Entries provided START
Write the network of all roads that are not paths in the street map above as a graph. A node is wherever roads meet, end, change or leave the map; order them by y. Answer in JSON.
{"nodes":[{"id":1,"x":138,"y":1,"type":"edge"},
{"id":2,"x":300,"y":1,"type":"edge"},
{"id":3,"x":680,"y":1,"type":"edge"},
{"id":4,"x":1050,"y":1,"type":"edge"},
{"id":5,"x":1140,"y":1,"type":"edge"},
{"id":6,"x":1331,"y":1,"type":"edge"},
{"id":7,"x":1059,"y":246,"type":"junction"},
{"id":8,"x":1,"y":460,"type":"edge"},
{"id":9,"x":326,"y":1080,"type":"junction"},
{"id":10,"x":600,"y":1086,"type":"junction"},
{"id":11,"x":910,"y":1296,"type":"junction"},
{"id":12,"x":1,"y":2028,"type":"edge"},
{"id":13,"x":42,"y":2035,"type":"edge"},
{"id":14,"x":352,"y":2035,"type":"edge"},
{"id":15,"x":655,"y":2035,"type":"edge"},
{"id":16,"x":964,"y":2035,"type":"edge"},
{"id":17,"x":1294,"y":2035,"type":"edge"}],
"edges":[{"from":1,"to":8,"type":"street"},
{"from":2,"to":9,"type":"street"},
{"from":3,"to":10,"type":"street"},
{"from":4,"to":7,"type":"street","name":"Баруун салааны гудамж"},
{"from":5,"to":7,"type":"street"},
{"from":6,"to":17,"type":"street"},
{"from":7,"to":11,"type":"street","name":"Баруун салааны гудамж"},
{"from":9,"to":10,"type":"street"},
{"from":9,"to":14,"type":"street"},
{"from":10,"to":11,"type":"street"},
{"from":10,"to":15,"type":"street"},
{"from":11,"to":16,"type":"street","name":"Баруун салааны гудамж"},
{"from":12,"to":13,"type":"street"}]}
Entries provided END
**Your objective**.
A faithful copy of the whole listing is needed.

**Solution below**.
Write the network of all roads that are not paths in the street map above as a graph. A node is wherever roads meet, end, change or leave the map; order them by y. Answer in JSON.
{"nodes":[{"id":1,"x":138,"y":1,"type":"edge"},
{"id":2,"x":300,"y":1,"type":"edge"},
{"id":3,"x":680,"y":1,"type":"edge"},
{"id":4,"x":1050,"y":1,"type":"edge"},
{"id":5,"x":1140,"y":1,"type":"edge"},
{"id":6,"x":1331,"y":1,"type":"edge"},
{"id":7,"x":1059,"y":246,"type":"junction"},
{"id":8,"x":1,"y":460,"type":"edge"},
{"id":9,"x":326,"y":1080,"type":"junction"},
{"id":10,"x":600,"y":1086,"type":"junction"},
{"id":11,"x":910,"y":1296,"type":"junction"},
{"id":12,"x":1,"y":2028,"type":"edge"},
{"id":13,"x":42,"y":2035,"type":"edge"},
{"id":14,"x":352,"y":2035,"type":"edge"},
{"id":15,"x":655,"y":2035,"type":"edge"},
{"id":16,"x":964,"y":2035,"type":"edge"},
{"id":17,"x":1294,"y":2035,"type":"edge"}],
"edges":[{"from":1,"to":8,"type":"street"},
{"from":2,"to":9,"type":"street"},
{"from":3,"to":10,"type":"street"},
{"from":4,"to":7,"type":"street","name":"Баруун салааны гудамж"},
{"from":5,"to":7,"type":"street"},
{"from":6,"to":17,"type":"street"},
{"from":7,"to":11,"type":"street","name":"Баруун салааны гудамж"},
{"from":9,"to":10,"type":"street"},
{"from":9,"to":14,"type":"street"},
{"from":10,"to":11,"type":"street"},
{"from":10,"to":15,"type":"street"},
{"from":11,"to":16,"type":"street","name":"Баруун салааны гудамж"},
{"from":12,"to":13,"type":"street"}]}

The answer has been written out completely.